Member of Azerbaijan Parliament
- Incumbent
- Assumed office February 9, 2020

Personal details
- Born: 10 November 1979 (age 46)
- Party: New Azerbaijan Party

= Kamran Bayramov =

Azeri politician

Kamran Bayramov is a member of the National Assembly of Azerbaijan.

== Life ==
Kamran Bayramov was born on 10 November 1979 in Baku. He graduated from high school № 20 of Yasamal district of Baku in 1995, at the same year he entered the law faculty of Baku State University. After graduating from this University in 1999, he received a bachelor's degree in law. In 2008 he entered the magistracy of the Baku State University and in 2011 he graduated from magistracy of the law faculty with honors.

In 2014 he entered the magistracy of the Academy of Public Administration under the President of the Republic of Azerbaijan to pursue the degree in public and municipal administration, in 2016 he graduated from this educational institution with honors.

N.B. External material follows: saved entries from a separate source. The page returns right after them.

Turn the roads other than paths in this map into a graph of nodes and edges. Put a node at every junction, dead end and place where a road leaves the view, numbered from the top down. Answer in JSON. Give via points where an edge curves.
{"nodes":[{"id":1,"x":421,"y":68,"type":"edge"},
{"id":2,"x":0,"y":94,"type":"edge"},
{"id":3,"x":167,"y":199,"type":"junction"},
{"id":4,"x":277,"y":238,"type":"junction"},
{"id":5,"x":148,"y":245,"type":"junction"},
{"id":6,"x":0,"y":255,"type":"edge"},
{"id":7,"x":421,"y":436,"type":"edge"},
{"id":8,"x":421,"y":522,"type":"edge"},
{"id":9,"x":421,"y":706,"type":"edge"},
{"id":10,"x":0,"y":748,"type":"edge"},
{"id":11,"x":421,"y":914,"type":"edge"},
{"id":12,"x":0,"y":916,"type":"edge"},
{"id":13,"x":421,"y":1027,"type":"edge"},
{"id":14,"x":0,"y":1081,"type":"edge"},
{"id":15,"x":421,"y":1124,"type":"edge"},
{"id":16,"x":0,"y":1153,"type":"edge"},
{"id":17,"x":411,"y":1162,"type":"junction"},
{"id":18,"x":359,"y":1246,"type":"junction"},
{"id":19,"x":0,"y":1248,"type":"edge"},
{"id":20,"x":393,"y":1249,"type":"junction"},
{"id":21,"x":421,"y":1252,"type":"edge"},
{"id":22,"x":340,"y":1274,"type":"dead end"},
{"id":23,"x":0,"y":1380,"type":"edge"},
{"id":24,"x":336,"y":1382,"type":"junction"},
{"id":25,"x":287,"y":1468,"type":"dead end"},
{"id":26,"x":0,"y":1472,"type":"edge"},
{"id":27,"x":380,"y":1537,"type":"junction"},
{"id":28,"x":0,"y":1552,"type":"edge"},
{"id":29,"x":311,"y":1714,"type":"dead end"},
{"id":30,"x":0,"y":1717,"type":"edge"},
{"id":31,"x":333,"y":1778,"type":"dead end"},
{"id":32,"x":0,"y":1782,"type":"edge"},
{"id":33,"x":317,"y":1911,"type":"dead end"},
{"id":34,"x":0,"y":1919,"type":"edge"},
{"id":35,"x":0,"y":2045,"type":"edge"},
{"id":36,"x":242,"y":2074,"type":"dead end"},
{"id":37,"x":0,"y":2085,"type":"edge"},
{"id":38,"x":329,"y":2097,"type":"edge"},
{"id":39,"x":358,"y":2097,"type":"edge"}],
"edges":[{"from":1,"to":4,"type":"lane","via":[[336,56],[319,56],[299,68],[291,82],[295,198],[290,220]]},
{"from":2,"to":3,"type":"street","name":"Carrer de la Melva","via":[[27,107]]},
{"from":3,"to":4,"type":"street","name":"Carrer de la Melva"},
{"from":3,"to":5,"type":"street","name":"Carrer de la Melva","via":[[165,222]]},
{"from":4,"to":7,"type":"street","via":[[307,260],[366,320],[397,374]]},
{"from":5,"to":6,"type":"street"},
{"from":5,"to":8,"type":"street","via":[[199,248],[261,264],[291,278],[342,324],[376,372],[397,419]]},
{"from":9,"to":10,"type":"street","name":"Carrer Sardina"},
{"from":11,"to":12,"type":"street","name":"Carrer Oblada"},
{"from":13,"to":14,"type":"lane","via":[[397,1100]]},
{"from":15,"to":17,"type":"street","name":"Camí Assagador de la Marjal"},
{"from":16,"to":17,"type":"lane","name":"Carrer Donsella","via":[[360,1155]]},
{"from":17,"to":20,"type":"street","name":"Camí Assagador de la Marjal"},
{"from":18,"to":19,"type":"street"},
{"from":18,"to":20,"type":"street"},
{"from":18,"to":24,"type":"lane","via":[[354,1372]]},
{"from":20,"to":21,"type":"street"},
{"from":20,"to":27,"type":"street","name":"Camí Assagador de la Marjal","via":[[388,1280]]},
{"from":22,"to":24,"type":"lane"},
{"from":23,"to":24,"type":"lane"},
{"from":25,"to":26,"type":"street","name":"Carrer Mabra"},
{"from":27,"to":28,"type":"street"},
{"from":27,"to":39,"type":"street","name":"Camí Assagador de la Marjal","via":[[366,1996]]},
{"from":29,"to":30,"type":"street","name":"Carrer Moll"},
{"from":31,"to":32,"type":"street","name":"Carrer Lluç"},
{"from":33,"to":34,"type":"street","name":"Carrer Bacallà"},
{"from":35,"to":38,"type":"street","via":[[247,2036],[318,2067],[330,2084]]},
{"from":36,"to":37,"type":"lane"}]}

Married with three children.

== Career ==

- In 1999, Kamran Bayramov was hired by the Ministry of Justice and appointed to the position of inspector of Department of International Legal Cooperation at the central office of the Ministry;
- In 1999–2006 he worked as an inspector, consultant, leading consultant, senior consultant of the Department of International Legal Cooperation of the Ministry of Justice;
- In September 2006, Kamran Bayramov was appointed Deputy Director of the Department for Human Rights and Public Relations of the Ministry of Justice;
- In May 2007, he moved to the Executive Office of the President of the Republic of Azerbaijan and was appointed to the position of consultant of the Department of Legislation and Legal Expertise Issues of the Executive Office;
- In 2007–2013, he worked at the Department of Legislation and Legal Expertise Issues of the Executive Office of the President of the Republic of Azerbaijan, reaching the position of senior consultant;
- In February 2013, Kamran Bayramov was appointed to the position of Director of Division for Work with Municipalities of the Department of Regional Governance and Work with Local Self-Government Authorities of the Administration of President of the Republic of Azerbaijan;
- Following the elections to Milli Majlis held on 1 November 2015, Kamran Bayramov was elected a member of parliament (Milli Majlis) of the Republic of Azerbaijan of V convocation from Shamkir-Dashkasan constituency №100;
- Following early elections to Milli Majlis held on 9 February 2020, Kamran Bayramov was re-elected a member of parliament (Milli Majlis) of the Republic of Azerbaijan of VI convocation from Shamkir-Dashkasan constituency №100;

Kamran Bayramov is a member of the Regional Affairs Committee and Committee on Foreign and Interparliamentary Relations of Milli Majlis. He is a head of Azerbaijan-Latvia working group of inter-parliamentary relations, a member of working groups of inter-parliamentary relations with Argentina, Belarus, France, Croatia, Spain, Canada, Korea, Cuba, Qatar, Lithuania, Poland, Ukraine.

Kamran Bayramov is a member of delegations of Azerbaijan to the Inter-Parliamentary Union and NATO Parliamentary Assembly.